● Dataset content
▬▬▬▬▬▬

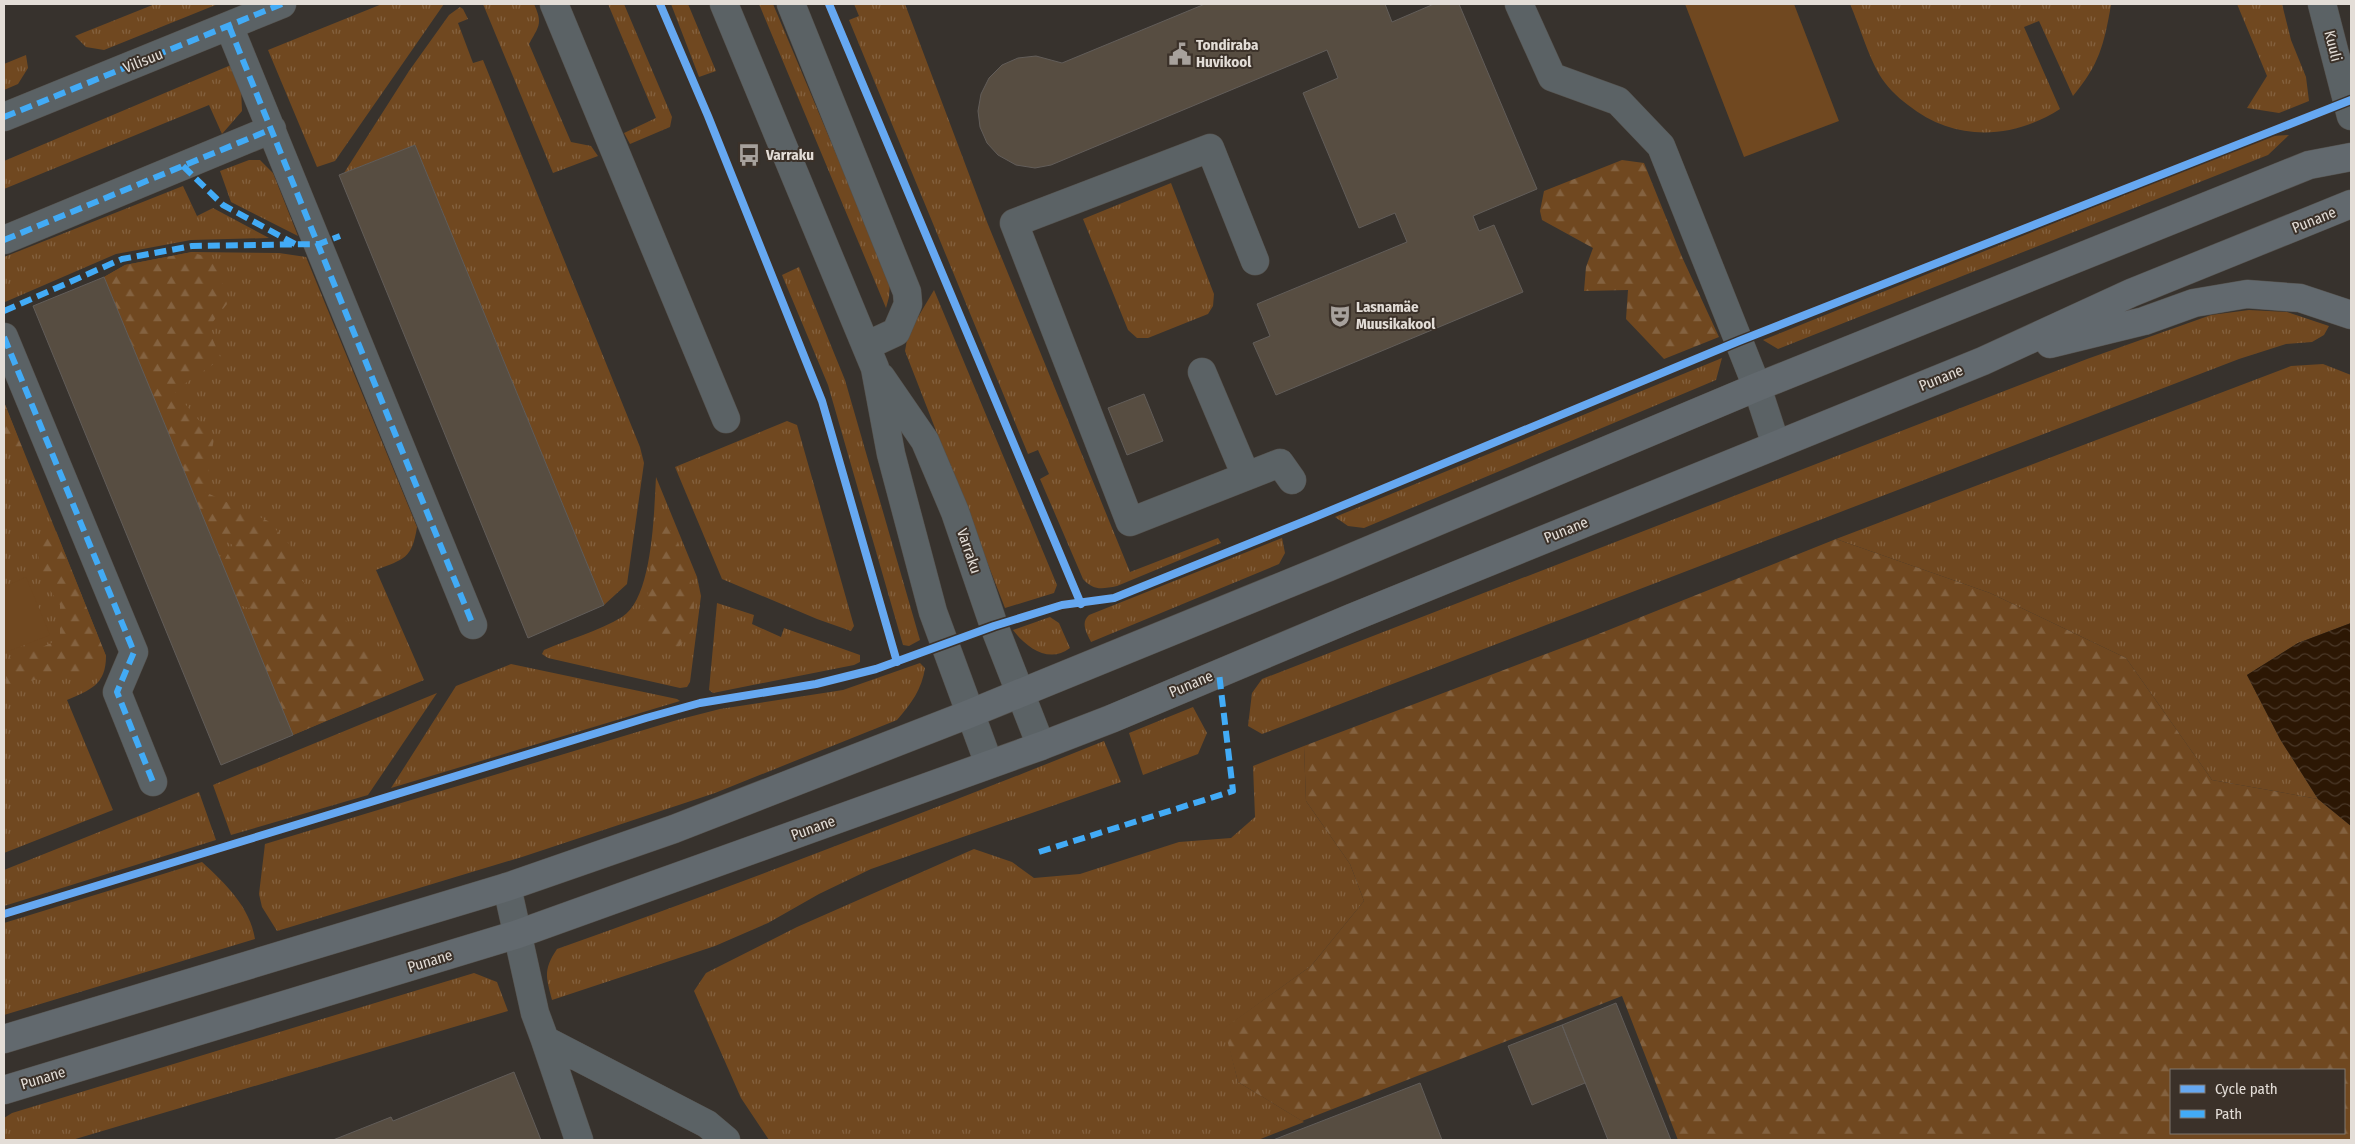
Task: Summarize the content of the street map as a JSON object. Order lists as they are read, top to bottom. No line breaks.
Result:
{"streets":{"main road":["Punane"],"street":["Kuuli","Vilisuu","Varraku"]},"crossings":[["Punane","Varraku"]],"places":{"public building":["Tondiraba Huvikool"],"bus stop":["Varraku"],"theatre":["Lasnamäe Muusikakool"]},"legend":["Cycle path","Path"]}
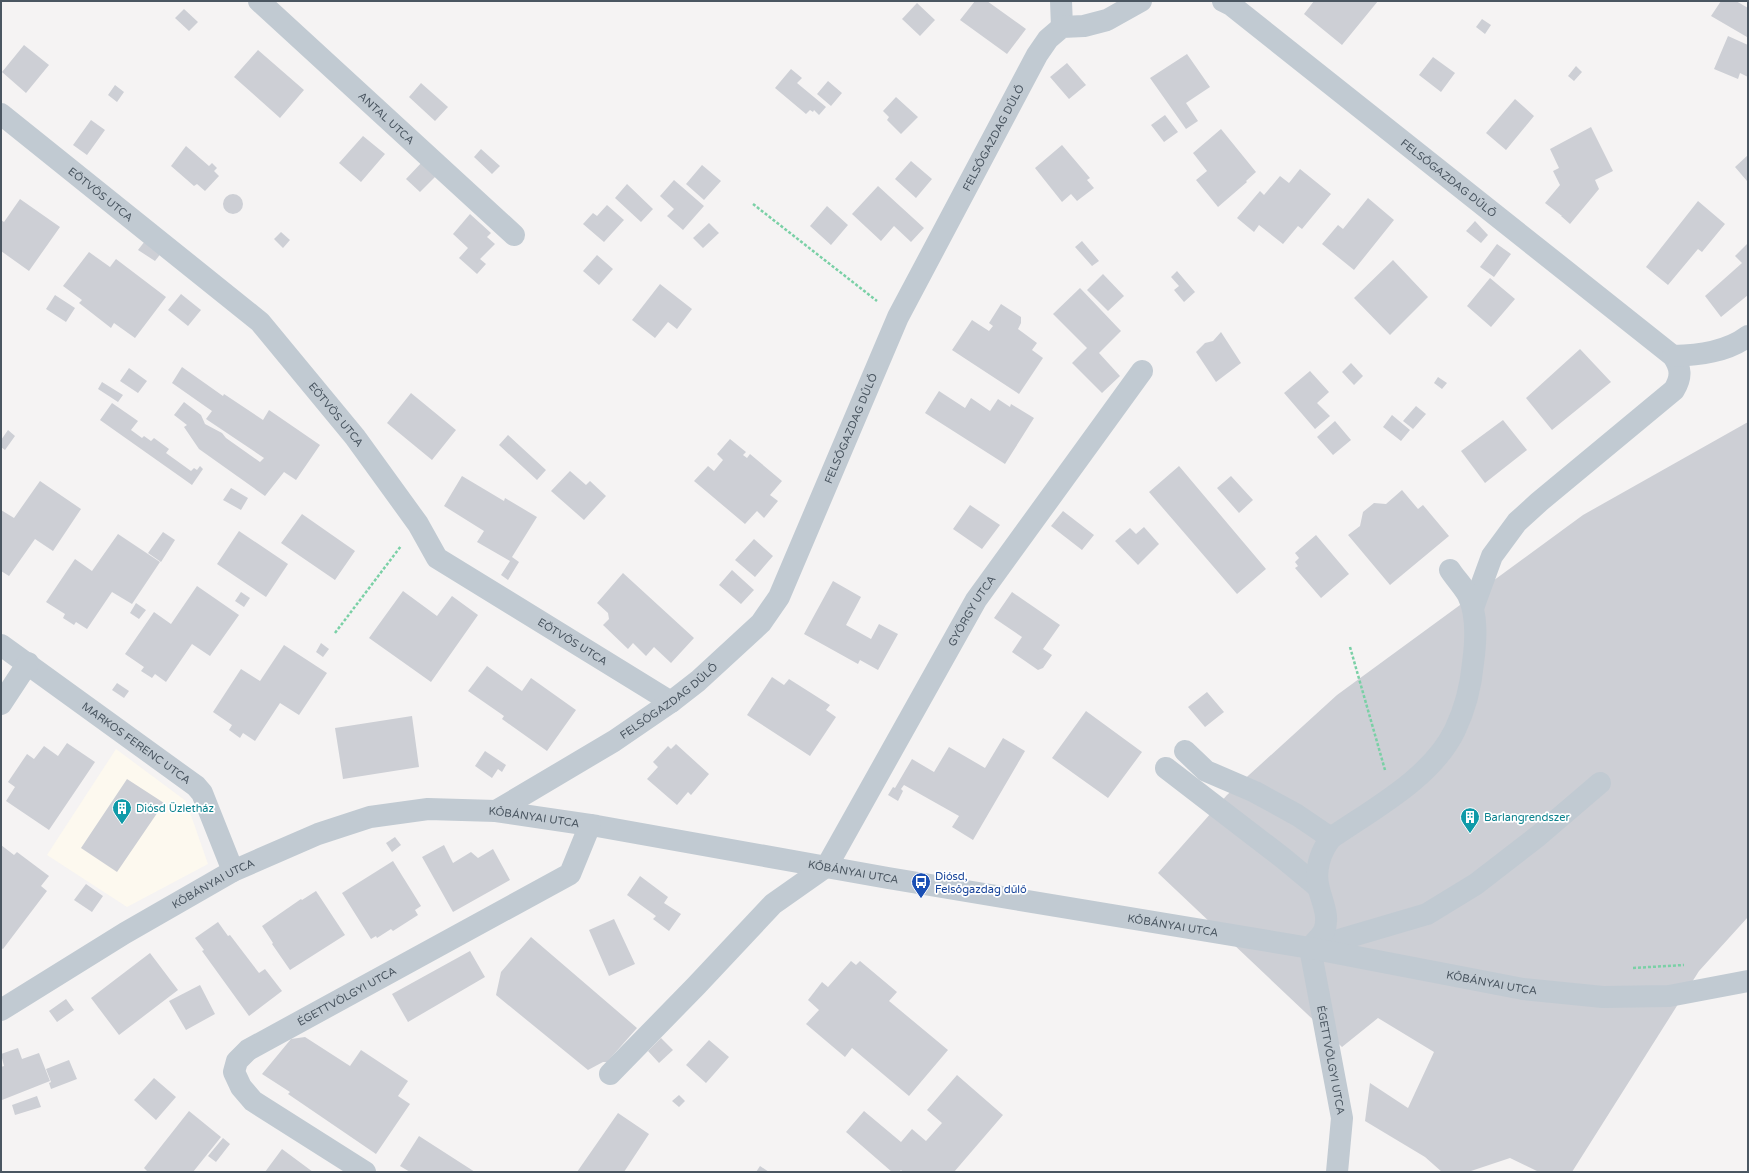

▬▬▬▬▬▬

● Problem statement
Repeat every line of the data exactly, but do not include pictures.

● Written solution
Task: Summarize the content of the street map as a JSON object. Order lists as they are read, top to bottom. No line breaks.
Result:
{"streets":{"main road":["Punane"],"street":["Kuuli","Vilisuu","Varraku"]},"crossings":[["Punane","Varraku"]],"places":{"public building":["Tondiraba Huvikool"],"bus stop":["Varraku"],"theatre":["Lasnamäe Muusikakool"]},"legend":["Cycle path","Path"]}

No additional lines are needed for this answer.